En su silla había espacio para casi todo. Cuando el invierno se hacía más duro entre los hierros había espacio para una petaca con coñac, algún dulce o salado y lo que Simeón llamaba unos caloríferos.

En aquellos años de postguerra y hambre, la discapacidad era una anécdota en una España arrasada. En el campo de Torrero, Simeón Domínguez se colocaba donde buenamente podía, cuanto más cerca del verde, mejor. Tanto fue así que recibió varios balonazos de algún alifante con la mirilla desviada.

Aquellos años de postguerra y hambre, la discapacidad era una anécdota y Simeón Domínguez se colocaba donde buenamente podía, cuanto más cerca del verde, mejor. Tanto fue así que recibió varios balonazos que fastidiaron la dirección de lo que él mismo llamaba su coche.

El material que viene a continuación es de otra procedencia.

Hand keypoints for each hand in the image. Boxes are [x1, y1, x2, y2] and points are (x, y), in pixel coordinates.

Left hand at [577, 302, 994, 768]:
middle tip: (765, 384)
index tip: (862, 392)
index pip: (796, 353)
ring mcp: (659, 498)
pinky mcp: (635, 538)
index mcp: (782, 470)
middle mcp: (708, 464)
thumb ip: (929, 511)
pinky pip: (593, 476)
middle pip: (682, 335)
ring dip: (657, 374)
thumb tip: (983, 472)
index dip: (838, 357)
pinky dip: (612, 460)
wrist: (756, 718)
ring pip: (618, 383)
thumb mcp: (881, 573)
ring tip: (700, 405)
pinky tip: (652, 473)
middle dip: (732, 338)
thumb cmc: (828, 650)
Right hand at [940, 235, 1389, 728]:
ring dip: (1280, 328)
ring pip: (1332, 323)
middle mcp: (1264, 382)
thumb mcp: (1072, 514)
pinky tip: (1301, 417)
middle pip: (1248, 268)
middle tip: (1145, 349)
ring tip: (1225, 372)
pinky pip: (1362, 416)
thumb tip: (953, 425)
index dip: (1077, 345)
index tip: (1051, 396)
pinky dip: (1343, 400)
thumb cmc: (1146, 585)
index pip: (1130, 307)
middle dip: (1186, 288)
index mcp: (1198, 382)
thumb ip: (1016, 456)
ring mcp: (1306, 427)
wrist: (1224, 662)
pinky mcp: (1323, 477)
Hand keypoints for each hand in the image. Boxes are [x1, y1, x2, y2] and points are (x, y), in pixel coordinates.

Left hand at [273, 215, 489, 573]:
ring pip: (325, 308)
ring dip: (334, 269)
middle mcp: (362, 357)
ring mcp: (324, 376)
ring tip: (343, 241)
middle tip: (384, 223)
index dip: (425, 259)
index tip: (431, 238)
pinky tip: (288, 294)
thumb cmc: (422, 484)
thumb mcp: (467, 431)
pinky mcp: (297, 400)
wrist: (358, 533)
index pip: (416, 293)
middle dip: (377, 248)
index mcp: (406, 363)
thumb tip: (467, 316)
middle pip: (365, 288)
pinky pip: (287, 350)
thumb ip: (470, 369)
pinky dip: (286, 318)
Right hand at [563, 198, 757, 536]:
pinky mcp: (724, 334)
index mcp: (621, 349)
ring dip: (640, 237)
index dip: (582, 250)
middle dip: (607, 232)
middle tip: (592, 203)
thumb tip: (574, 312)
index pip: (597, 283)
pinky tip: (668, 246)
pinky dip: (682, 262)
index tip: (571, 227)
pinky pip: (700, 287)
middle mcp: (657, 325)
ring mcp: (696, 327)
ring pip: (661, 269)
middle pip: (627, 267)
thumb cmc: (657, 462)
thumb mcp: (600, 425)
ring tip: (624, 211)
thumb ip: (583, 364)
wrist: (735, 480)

Esos golpes suponían un mal menor porque donde de verdad sufría era en su débil corazón blanquillo. Una tarde, ante la Cultural, en la que el Zaragoza ganaba por dos a cero y acabó perdiendo por dos a cuatro a punto estuvo de volver al taller del presidente Ariño pero a recuperarse del tremendo disgusto. Por contra las alegrías compensaban todos esos sustos. En su memoria quedó para siempre como un Zaragoza de segundo eliminó de la Copa al que fue rey, el Athletic de Bilbao.

Saludado por muchos, admirado por más su personalidad destacaba muy mucho por encima en ese campo repleto de cemento y tierra. Tras atender a todos sus ojos admiraban profundamente a un tal Avelino Chaves. Este gallego de Verín, definitivo en la historia del Real Zaragoza, era su pelotero favorito: "Juega en todos los sitios y tiene una velocidad que, cuando se hace con el balón... es gol. Además, Chaves es interior de todas, todas. Si tuviera un extremo que le diera juego, con Ucelay de delantero... sería algo serio, sí, señor, pero que muy serio", dijo en una entrevista a Heraldo de Aragón en 1955.

Y si había que protestar, se protestaba. Sin remilgos ni paños calientes silbaba al colegiado como el que más cuando entendía que la decisión había perjudicado al Real Zaragoza de su vida. Don Simeón no era muy de entrenadores. Entendía el fútbol como algo de futbolistas. Los quería serios y de perfil discreto. Para eso Edmundo Suárez "Mundo" era el perfecto. Detrás siempre, hacía pero dejaba hacer.

Desconozco cuando falleció este ilustre pero le doy las gracias. Sin él, posiblemente la Grada de animación jamás hubiera concedido su perdón al equipo desesperado que bajó su cabeza en La Romareda.

Jamás la bajó un recopero ilustre, Santiago Aragón. Pero eso ya es otra historia.